While Search Party was framed in the Super Bowl ad as a helpful option for Ring doorbell owners, the spot sparked concerns from some critics that the tech could be used for nefarious purposes. The Electronic Frontier Foundation, a nonprofit that focuses on civil liberties related to digital technology, declared that “no one … will be safer in Ring’s surveillance nightmare.”
“[T]he company previewed future surveillance of our streets: a world where biometric identification could be unleashed from consumer devices to identify, track and locate anything — human, pet, and otherwise,” the group said in a Feb. 10 blog post.
In a statement on Thursday, Ring said that it opted to end the partnership because integrating Flock’s technology “would require significantly more time and resources than anticipated.” The statement didn’t mention the Super Bowl commercial or cite it as a reason for ending the agreement.
Amazon also said the integration between Ring and Flock was never completed, noting that “no videos were ever shared between these services.”
Flock confirmed that it never received any videos from Ring customers. Company founder Jamie Siminoff told CBS News on Thursday that the company protects privacy.
“The backlash has been a little bit around this concept of, ‘Is this surveillance?'” he said. “It’s actually not. It’s allowing your camera to be an intelligent assistant for you and then allowing you to be a great neighbor.”
When asked by CBS News chief correspondent Matt Gutman if there’s an inherent tension between the public’s desire for privacy and law enforcement’s desire to crack a case, Siminoff responded: “I think you can have both,” adding: “We built the system based on our customers asking us. They want to help out.”
Beryl Lipton, a senior investigative researcher at the Electronic Frontier Foundation, told CBS News: “There is still a strong, reasonable expectation of privacy that people have a sense of, even if it is not strongly protected by the legal system at the moment.”
Smart doorbells in the spotlight
The focus on Ring comes amid another high-profile use of a smart doorbell, with investigators in recent days saying they had recovered footage from a Google Nest camera outside the Arizona home of Nancy Guthrie — the missing mother of “Today” co-host Savannah Guthrie.

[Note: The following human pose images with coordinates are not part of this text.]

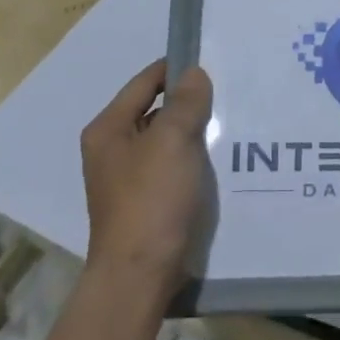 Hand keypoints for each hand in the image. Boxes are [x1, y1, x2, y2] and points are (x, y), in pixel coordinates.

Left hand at [80, 60, 212, 294]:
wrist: (139, 275)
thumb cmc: (151, 200)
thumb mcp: (172, 141)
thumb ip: (185, 102)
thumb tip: (194, 74)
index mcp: (108, 129)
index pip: (145, 82)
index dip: (176, 68)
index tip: (213, 64)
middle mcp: (112, 149)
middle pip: (155, 110)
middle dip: (188, 102)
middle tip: (228, 94)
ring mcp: (127, 178)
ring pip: (166, 140)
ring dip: (193, 132)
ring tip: (231, 123)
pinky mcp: (145, 201)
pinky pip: (172, 166)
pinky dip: (192, 159)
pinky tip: (219, 160) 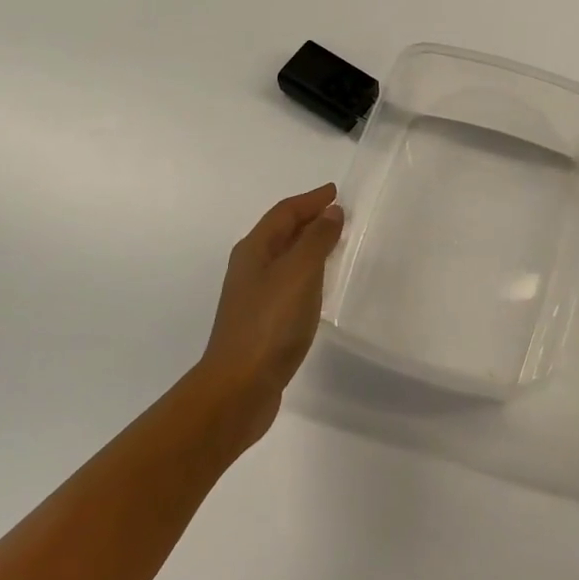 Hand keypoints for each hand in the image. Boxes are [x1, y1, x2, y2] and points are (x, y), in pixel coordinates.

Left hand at [196, 184, 345, 440]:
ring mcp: (253, 296)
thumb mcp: (299, 274)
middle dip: (308, 219)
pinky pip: (288, 283)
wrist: (239, 388)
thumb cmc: (270, 324)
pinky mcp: (262, 321)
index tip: (335, 192)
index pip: (284, 213)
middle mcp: (250, 267)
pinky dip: (306, 273)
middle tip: (339, 215)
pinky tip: (319, 287)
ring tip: (334, 244)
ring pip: (284, 258)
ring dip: (308, 246)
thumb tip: (331, 213)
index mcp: (254, 250)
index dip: (310, 200)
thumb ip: (316, 240)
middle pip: (281, 232)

Investigators said they were able to extract “residual data” from the Google equipment, raising questions about how it was possible to retain the video. Officials had said the doorbell was disconnected, with no active subscription for storing video.
In its Thursday statement, Ring said its Community Requests feature remains “core” to its mission. The service is optional and voluntary, it added.
Community Requests was also used during the Brown University shooting in December, when the Providence Police Department used the service to ask for video footage, Ring noted.
“Within hours, seven neighbors responded, sharing 168 videos that captured critical moments from the incident,” Ring said. “One video identified a new key witness, helping lead police to identify the suspect’s vehicle and solve the case.”